Tomei consciência da existência de Nuno Palma (um professor português doutorado em Economia e radicado em Manchester) por via de uma indicação do meu amigo Guilherme Costa, quando reuníamos material para o livro que publicamos em maio passado (também com a terceira assinatura de Rui Moreira). Gostei do muito de estimulante que ouvi nesses podcasts, designadamente a propósito da história económica portuguesa e de alguns referenciais de leitura e pensamento menos ortodoxos que ali eram apresentados. Meses mais tarde, dei conta de uma polémica de que Nuno Palma foi feito protagonista involuntário na sequência da sua participação na Convenção do Movimento Europa e Liberdade e — lá está a questão das vulgatas! — da forma canhestra como uma deputada municipal de Lisboa traduziu a sua tese sobre o tratamento do analfabetismo no tempo do regime salazarista e seus resultados. Folheava ontem digitalmente o “Sol” (agora pirosamente “Nascer do Sol”) quando por lá encontrei uma extensa entrevista, simultaneamente justificativa e afirmativa, do mesmo Nuno Palma, precisamente; li-a com interesse e prazer.
Nuno Palma faz algumas menções escusadas e provocatórias, talvez mesmo a roçarem o injustificadamente ofensivo, em relação a várias personalidades respeitáveis e mais ou menos consagradas da nossa praça pública (o que surge agravado pela chamada a primeira página de algumas das mais bombásticas, que não das mais sustentadas); além disso, evidencia manifestamente algum desligamento em relação à realidade portuguesa concreta (como quando se refere criticamente a António Araújo e escolhe nomes elogiáveis em círculo demasiado fechado ou como quando se pronuncia, desfasadamente e/ou de modo aprioristicamente rígido e desnecessariamente marcado em termos ideológico-partidários, sobre questões da nossa esfera política). Mas esses são detalhes no contexto de uma entrevista bem esgalhada na argumentação substantiva que faz ressaltar. Deixo alguns exemplos ilustrativos.
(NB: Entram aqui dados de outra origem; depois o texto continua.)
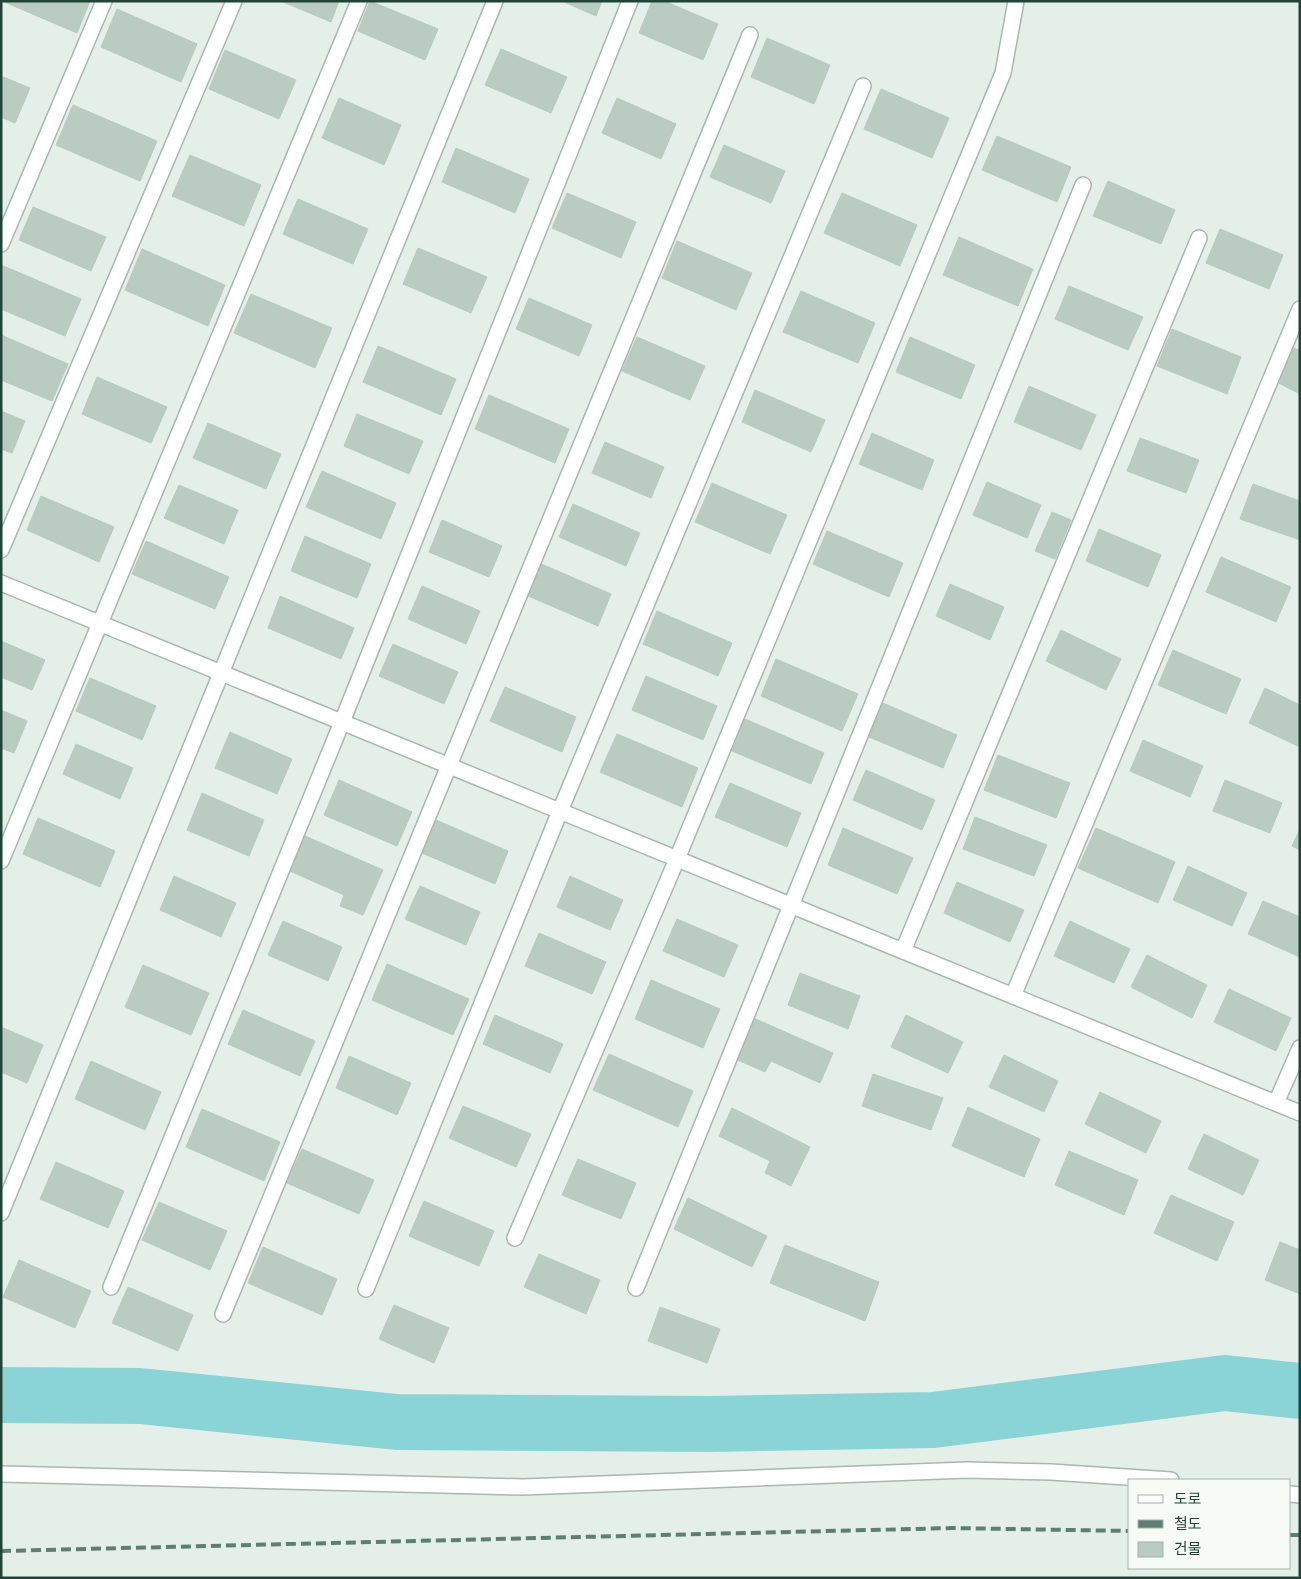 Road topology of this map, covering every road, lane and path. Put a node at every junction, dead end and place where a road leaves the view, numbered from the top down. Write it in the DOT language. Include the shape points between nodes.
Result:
graph roads {
  1 [pos="104,1"];
  2 [pos="234,1"];
  3 [pos="359,1"];
  4 [pos="495,1"];
  5 [pos="630,1"];
  6 [pos="1016,1"];
  7 [pos="750,35"];
  8 [pos="862,86"];
  9 [pos="1083,185"];
  10 [pos="1199,238"];
  11 [pos="1,244"];
  12 [pos="1300,309"];
  13 [pos="1,550"];
  14 [pos="1,583"];
  15 [pos="101,623"];
  16 [pos="221,672"];
  17 [pos="342,722"];
  18 [pos="450,766"];
  19 [pos="560,811"];
  20 [pos="677,859"];
  21 [pos="1,861"];
  22 [pos="790,905"];
  23 [pos="903,951"];
  24 [pos="1013,996"];
  25 [pos="1300,1048"];
  26 [pos="1276,1103"];
  27 [pos="1300,1113"];
  28 [pos="1,1213"];
  29 [pos="515,1238"];
  30 [pos="111,1287"];
  31 [pos="636,1288"];
  32 [pos="366,1289"];
  33 [pos="223,1314"];
  34 [pos="1,1474"];
  35 [pos="1156,1479"];
  1 -- 11 [label="street"];
  2 -- 13 [label="street"];
  3 -- 15 [label="street"];
  4 -- 16 [label="street"];
  5 -- 17 [label="street"];
  6 -- 20 [label="street" via="1003,73"];
  7 -- 18 [label="street"];
  8 -- 19 [label="street"];
  9 -- 22 [label="street"];
  10 -- 23 [label="street"];
  12 -- 24 [label="street"];
  14 -- 15 [label="street"];
  15 -- 16 [label="street"];
  15 -- 21 [label="street"];
  16 -- 17 [label="street"];
  16 -- 28 [label="street"];
  17 -- 18 [label="street"];
  17 -- 30 [label="street"];
  18 -- 19 [label="street"];
  18 -- 33 [label="street"];
  19 -- 20 [label="street"];
  19 -- 32 [label="street"];
  20 -- 22 [label="street"];
  20 -- 29 [label="street"];
  22 -- 23 [label="street"];
  22 -- 31 [label="street"];
  23 -- 24 [label="street"];
  24 -- 26 [label="street"];
  25 -- 26 [label="street"];
  26 -- 27 [label="street"];
  34 -- 35 [label="street" via="523,1487 967,1470"];
}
Importa ainda que aqui sublinhe quanto muitas das palavras e posições de Nuno Palma calaram fundo no íntimo pensante que evolutivamente se me vai impondo (e, ao que vou vendo, cujo sentido vai sendo crescentemente defendido em variados fóruns privados, embora quase sempre só desde que de garantida surdina pública), especialmente no tocante ao estado de coisas que atualmente marca Portugal e o exercício do poder nestas paragens lusitanas (da arrogância desligada e autoritária à cedência em valores essenciais, da mediocridade e incompetência à ausência de mínimos em termos de um urgente sentido de mudança). De facto, e certamente pela primeira vez na vida de uma forma tão pujante, deparo-me com dúvidas mais do que metódicas em relação a pessoas, organizações e escolhas que tinha por bem formadas, bem-intencionadas ou bem estruturadas e consolidadas/estabilizadas, respetivamente. Ora, a argumentação de Nuno Palma — que termina deste modo: “Insisto que o meu discurso não é nem nunca foi contra a esquerda. O meu discurso é a favor das instituições independentes, da liberdade, da democracia, da igualdade de oportunidades, da meritocracia, da ciência e do crescimento económico. Qualquer pessoa da esquerda moderada só pode concordar com tudo isto.” — ajudou a que o percecionasse de modo ainda mais límpido nesta pacífica manhã solheira de Domingo, razão para que daqui lhe manifeste o meu reconhecimento por isso. O resto é o que for, todos somos nós e a respetiva circunstância (sobretudo de percurso) e talvez daí não devamos fugir; mas não deixa de ser paradoxal e inquietante essa notória consciencialização do grau de deceção e desconcerto a que podemos ser conduzidos pelas práticas e obras viciadas que nos são em catadupa reveladas por uma observação esforçadamente assente em princípios pessoais básicos de participação e não alheamento — ah, como quase apetece apelar aos benefícios da alienação!